L'enjeu: démontrer qu'à Taiji des pêcheurs japonais capturent et massacrent chaque année des dauphins.
Bien sûr, voir un documentaire évoquant la chasse à la baleine et montrant la chasse au dauphin n'est pas sans faire sourciller le spectateur canadien tant il peut rappeler les nombreux et houleux débats sur la pratique de la chasse au phoque - un animal aussi adorable que le dauphin et dont la chasse est prétendue culturelle, tout comme celle de la baleine pour le Japon.
Militant, activiste, Ric O'Barry mène l'expédition à bon port. Il connaît les dauphins, il aime les dauphins, mais, et c'est là où les choses deviennent intéressantes, il est aussi l'homme par qui la fascination pour les dauphins est apparue: c'est lui qui, dans les années, a dressé les dauphins pour la série Flipper.

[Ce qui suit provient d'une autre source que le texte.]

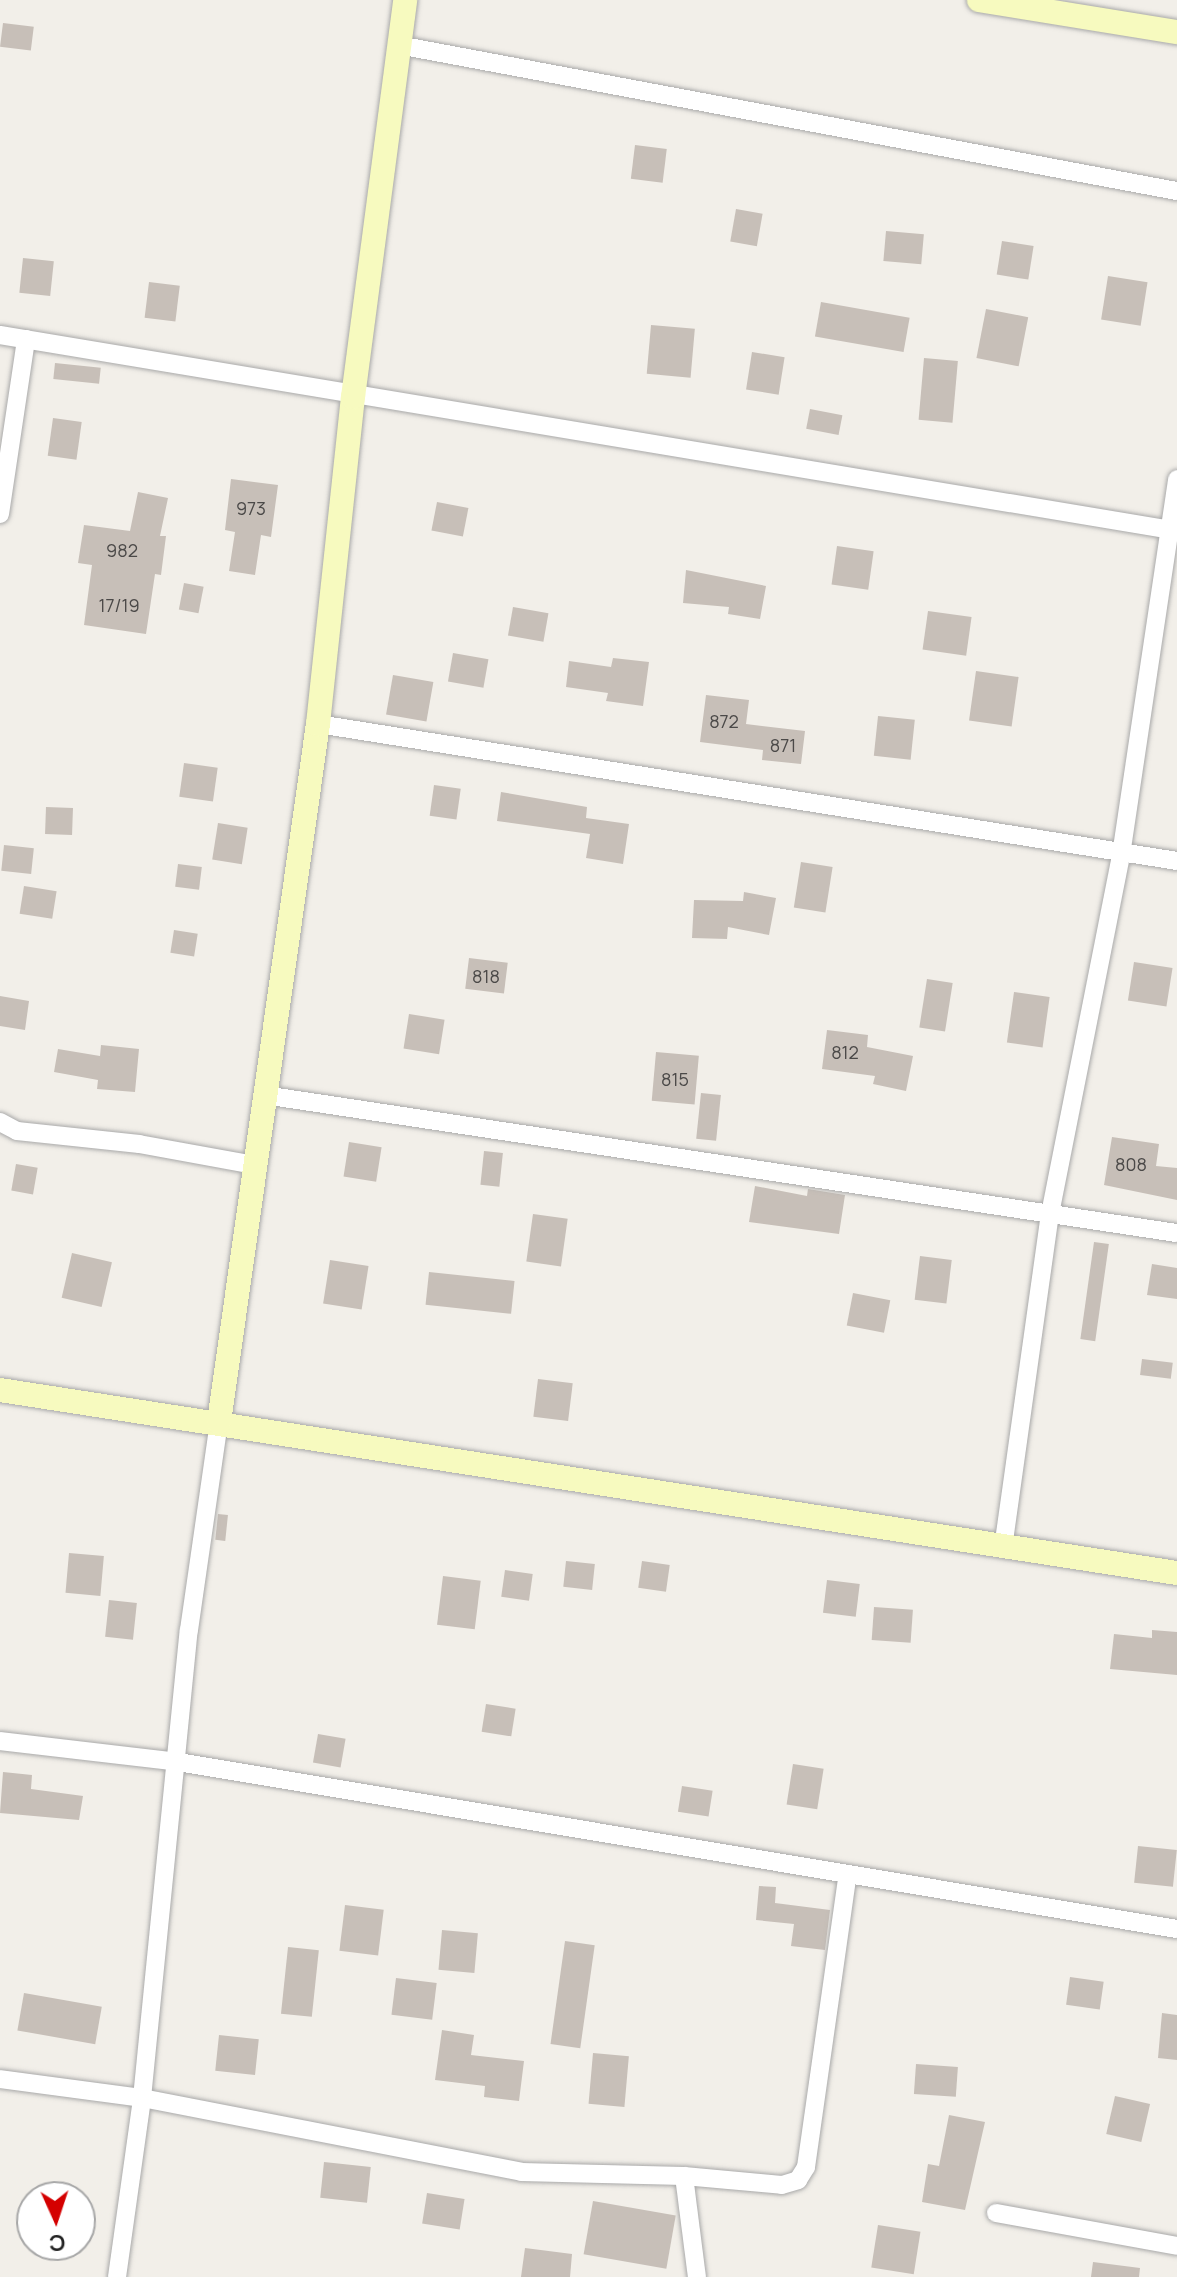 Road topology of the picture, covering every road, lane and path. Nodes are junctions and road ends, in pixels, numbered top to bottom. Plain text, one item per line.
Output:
1 (405, 0) edge
2 (979, 0) edge
3 (1177, 32) edge
4 (398, 45) junction
5 (1177, 191) edge
6 (0, 335) edge
7 (26, 339) junction
8 (353, 397) junction
9 (1177, 479) edge
10 (0, 514) edge
11 (1173, 530) edge
12 (318, 724) junction
13 (1121, 855) junction
14 (1177, 861) edge
15 (264, 1095) junction
16 (0, 1122) edge
17 (255, 1165) junction
18 (1050, 1214) junction
19 (1177, 1233) edge
20 (0, 1390) edge
21 (219, 1422) junction
22 (1003, 1548) junction
23 (1177, 1573) edge
24 (0, 1741) edge
25 (178, 1762) junction
26 (847, 1878) junction
27 (1177, 1929) edge
28 (0, 2079) edge
29 (142, 2098) junction
30 (684, 2176) junction
31 (996, 2213) dead end
32 (1177, 2246) edge
33 (117, 2277) edge
34 (697, 2277) edge

1 - 4 street
2 - 3 street
4 - 5 street
4 - 8 street
6 - 7 street
7 - 8 street
7 - 10 street
8 - 11 street
8 - 12 street
9 - 11 street
11 - 13 street
12 - 13 street
12 - 15 street
13 - 14 street
13 - 18 street
15 - 17 street
15 - 18 street
16 - 17 street
17 - 21 street
18 - 19 street
18 - 22 street
20 - 21 street
21 - 22 street
21 - 25 street
22 - 23 street
24 - 25 street
25 - 26 street
25 - 29 street
26 - 27 street
26 - 30 street
28 - 29 street
29 - 30 street
29 - 33 street
30 - 34 street
31 - 32 street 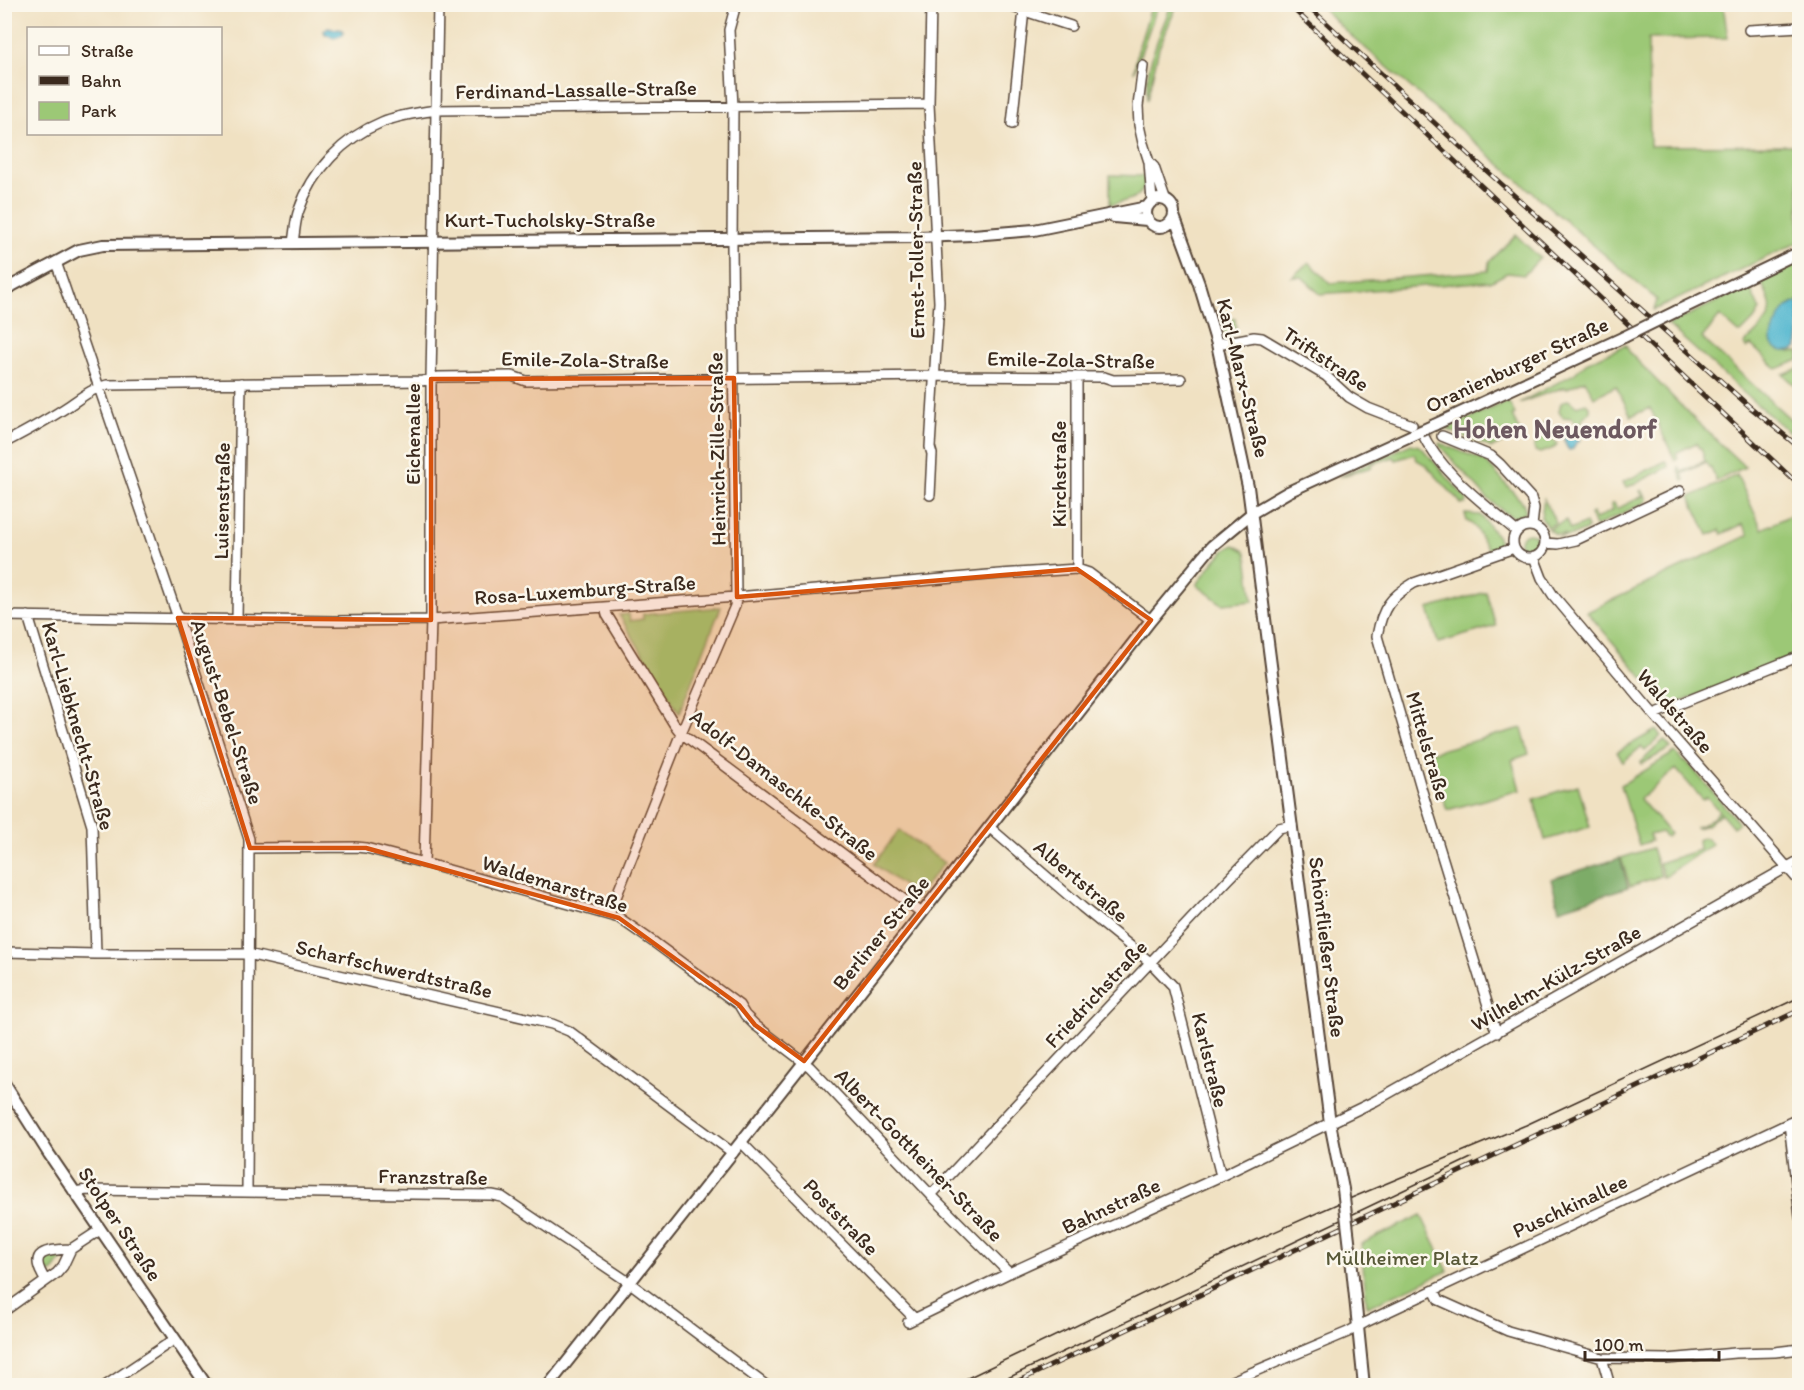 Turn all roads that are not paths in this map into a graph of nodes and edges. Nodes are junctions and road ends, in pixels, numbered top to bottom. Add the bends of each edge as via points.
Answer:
1 (438, 4) edge
2 (736, 4) edge
3 (931, 4) edge
4 (1003, 4) edge
5 (1024, 10) junction
6 (1071, 26) dead end
7 (1800, 27) edge
8 (1749, 30) dead end
9 (1143, 66) dead end
10 (929, 104) junction
11 (733, 107) junction
12 (436, 110) junction
13 (1012, 124) dead end
14 (1149, 162) junction
15 (1165, 199) junction
16 (1150, 204) junction
17 (1104, 216) junction
18 (1174, 216) junction
19 (1147, 220) junction
20 (1164, 226) junction
21 (936, 236) junction
22 (732, 238) junction
23 (434, 241) junction
24 (293, 242) junction
25 (1800, 252) edge
26 (1188, 255) junction
27 (56, 262) junction
28 (4, 290) edge
29 (1217, 344) junction
30 (934, 376) junction
31 (431, 378) junction
32 (734, 378) junction
33 (1077, 378) junction
34 (1181, 379) dead end
35 (242, 383) junction
36 (98, 387) junction
37 (1418, 432) junction
38 (1442, 436) tunnel mouth
39 (4, 443) edge
40 (1680, 491) dead end
41 (930, 495) dead end
42 (1252, 513) junction
43 (1532, 526) junction
44 (1516, 531) junction
45 (1545, 543) junction
46 (1514, 548) junction
47 (1534, 557) junction
48 (1077, 569) junction
49 (736, 597) junction
50 (605, 607) junction
51 (4, 616) edge
52 (28, 616) junction
53 (178, 618) junction
54 (237, 619) junction
55 (431, 620) junction
56 (1151, 620) junction
57 (1800, 656) edge
58 (1654, 714) junction
59 (681, 733) junction
60 (1292, 825) junction
61 (988, 827) junction
62 (250, 848) junction
63 (1800, 860) edge
64 (424, 863) junction
65 (1785, 867) junction
66 (1800, 882) edge
67 (922, 913) junction
68 (609, 915) junction
69 (4, 952) edge
70 (96, 954) junction
71 (248, 954) junction
72 (1150, 962) junction
73 (1497, 1033) junction
74 (804, 1061) junction
75 (4, 1083) edge
76 (1800, 1118) edge
77 (1329, 1123) junction
78 (1789, 1123) junction
79 (741, 1142) junction
80 (733, 1153) junction
81 (1221, 1176) junction
82 (74, 1192) junction
83 (247, 1192) junction
84 (931, 1195) junction
85 (1800, 1217) edge
86 (100, 1230) junction
87 (71, 1250) junction
88 (1009, 1273) junction
89 (46, 1281) junction
90 (630, 1283) junction
91 (1434, 1290) junction
92 (4, 1311) edge
93 (912, 1320) joint
94 (1357, 1327) junction
95 (175, 1339) junction
96 (1800, 1349) edge
97 (1602, 1358) junction
98 (105, 1386) edge
99 (207, 1386) edge
100 (548, 1386) edge
101 (767, 1386) edge
102 (1220, 1386) edge
103 (1364, 1386) edge
104 (1610, 1386) edge

1 - 12 street, Eichenallee
2 - 11 street, Heinrich-Zille-Straße via 729,30
3 - 10 street, Ernst-Toller-Straße
4 - 5 street
5 - 6 street
5 - 13 street
7 - 8 street
9 - 14 street, Karl-Marx-Straße via 1139,125
10 - 11 street, Ferdinand-Lassalle-Straße
10 - 21 street, Ernst-Toller-Straße
11 - 12 street, Ferdinand-Lassalle-Straße
11 - 22 street, Heinrich-Zille-Straße
12 - 23 street, Eichenallee
12 - 24 street, Ferdinand-Lassalle-Straße via 381,122 354,137 326,161 298,212
14 - 15 street, Karl-Marx-Straße
14 - 16 street, Karl-Marx-Straße
15 - 16 main road
15 - 18 main road, Karl-Marx-Straße
16 - 17 main road, Kurt-Tucholsky-Straße
16 - 19 main road, Karl-Marx-Straße
17 - 19 main road, Kurt-Tucholsky-Straße
17 - 21 main road, Kurt-Tucholsky-Straße via 1017,232
18 - 20 main road
18 - 26 main road, Karl-Marx-Straße
19 - 20 main road via 1154,226
20 - 26 main road, Karl-Marx-Straße
21 - 22 main road, Kurt-Tucholsky-Straße
21 - 30 street, Ernst-Toller-Straße via 939,302
22 - 23 main road, Kurt-Tucholsky-Straße
22 - 32 street, Heinrich-Zille-Straße
23 - 24 main road, Kurt-Tucholsky-Straße
23 - 31 street, Eichenallee
24 - 27 main road, Kurt-Tucholsky-Straße via 103,245 79,250
25 - 37 main road, Oranienburger Straße, bridge
26 - 29 main road, Karl-Marx-Straße
27 - 28 main road, Kurt-Tucholsky-Straße
27 - 36 street, August-Bebel-Straße
29 - 37 street, Triftstraße via 1262,338 1326,376 1349,397
29 - 42 main road, Karl-Marx-Straße
30 - 32 street, Emile-Zola-Straße
30 - 33 street, Emile-Zola-Straße
30 - 41 street, Ernst-Toller-Straße
31 - 32 street, Emile-Zola-Straße
31 - 35 street, Emile-Zola-Straße
31 - 55 street, Eichenallee
32 - 49 street, Heinrich-Zille-Straße
33 - 34 street, Emile-Zola-Straße
33 - 48 street, Kirchstraße
35 - 36 street, Emile-Zola-Straße
35 - 54 street, Luisenstraße
36 - 39 street, Emile-Zola-Straße
36 - 53 street, August-Bebel-Straße
37 - 42 main road, Oranienburger Straße via 1308,482
37 - 44 street via 1468,491
38 - 43 street via 1491,456 1500,464 1531,498
40 - 45 street via 1576,540
42 - 56 main road, Berliner Straße via 1212,546
42 - 60 main road, Schönfließer Straße
43 - 44 street
43 - 45 street via 1541,530
44 - 46 street
45 - 47 street via 1542,552
46 - 47 street via 1524,557
46 - 73 street, Mittelstraße via 1403,589 1384,610 1377,636
47 - 58 street, Waldstraße via 1553,595
48 - 49 street, Rosa-Luxemburg-Straße
48 - 56 street via 1089,573
49 - 50 street, Rosa-Luxemburg-Straße
49 - 59 street, Heinrich-Zille-Straße
50 - 55 street, Rosa-Luxemburg-Straße
50 - 59 street, Adolf-Damaschke-Straße
51 - 52 street, Rosa-Luxemburg-Straße
52 - 53 street, Rosa-Luxemburg-Straße
52 - 70 street, Karl-Liebknecht-Straße via 94,835
53 - 54 street, Rosa-Luxemburg-Straße
53 - 62 street, August-Bebel-Straße
54 - 55 street, Rosa-Luxemburg-Straße
55 - 64 street, Eichenallee
56 - 61 main road, Berliner Straße
57 - 58 street
58 - 65 street, Waldstraße
59 - 67 street, Adolf-Damaschke-Straße
59 - 68 street, Heinrich-Zille-Straße
60 - 72 street, Friedrichstraße via 1279,828
60 - 77 main road, Schönfließer Straße
61 - 67 main road, Berliner Straße
61 - 72 street, Albertstraße
62 - 64 street, Waldemarstraße via 356,847
62 - 71 street, August-Bebel-Straße
63 - 65 street, Wilhelm-Külz-Straße
64 - 68 street, Waldemarstraße
65 - 66 street, Waldstraße
65 - 73 street, Wilhelm-Külz-Straße
67 - 74 main road, Berliner Straße
68 - 74 street, Waldemarstraße via 619,918 736,1003 755,1025
69 - 70 street, Scharfschwerdtstraße
70 - 71 street, Scharfschwerdtstraße
71 - 80 street, Scharfschwerdtstraße via 562,1027
71 - 83 street, August-Bebel-Straße
72 - 81 street, Karlstraße via 1173,986
72 - 84 street, Friedrichstraße
73 - 77 street, Wilhelm-Külz-Straße
74 - 79 main road, Berliner Straße
74 - 84 street, Albert-Gottheiner-Straße
75 - 82 main road, Stolper Straße
76 - 78 street, Puschkinallee
77 - 81 street, Bahnstraße
77 - 94 main road, Schönfließer Straße, bridge via 1343,1189
78 - 85 street
78 - 91 street, Puschkinallee
79 - 80 main road, Berliner Straße
79 - 93 street, Poststraße
80 - 90 main road, Berliner Straße
81 - 88 street, Bahnstraße
82 - 83 street, Franzstraße
82 - 86 main road, Stolper Straße
83 - 90 street, Franzstraße via 502,1197
84 - 88 street, Albert-Gottheiner-Straße
86 - 87 street
86 - 95 main road, Stolper Straße
87 - 89 street via 57,1274
87 - 89 street via 51,1250 41,1255 38,1267
88 - 93 street, Bahnstraße
89 - 92 street
90 - 100 main road, Berliner Straße
90 - 101 street, Franzstraße
91 - 94 street, Puschkinallee
91 - 97 street via 1439,1300 1508,1331
94 - 102 street, Puschkinallee
94 - 103 main road, Schönfließer Straße
95 - 98 street
95 - 99 main road, Stolper Straße
96 - 97 street via 1667,1359
97 - 104 street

Choqué par la multiplication de parcs d'attraction mettant en scène des dauphins et les effets pervers qu'elle entraîne, Ric a décidé, depuis, d'en découdre avec la capture de dauphins. À Taiji, il défie les autorités pour révéler au grand public l'affreux commerce qui s'y déroule - capture des dauphins, revente des plus jeunes d'entre eux, harponnage pour les plus anciens.
Le documentaire met à jour de façon convaincante l'exploitation des dauphins, mais aussi la consommation, à leur insu, de viande de dauphin par les consommateurs japonais qui pensent manger de la viande de baleine. Le gouvernement, soutient le documentaire, connaît et protège cette pratique amorale et dangereuse puisque le niveau de mercure contenu dans le dauphin constitue un sérieux danger.
Ceci étant dit, The Cove s'inscrit dans un courant de documentaires qui peut facilement tomber sur les nerfs: porté par d'évidents bons sentiments, il présente une vision manichéenne d'une réalité que l'on peut supposer complexe, et n'hésite pas à manipuler le spectateur à coup d'images-chocs et de musique mélodramatique.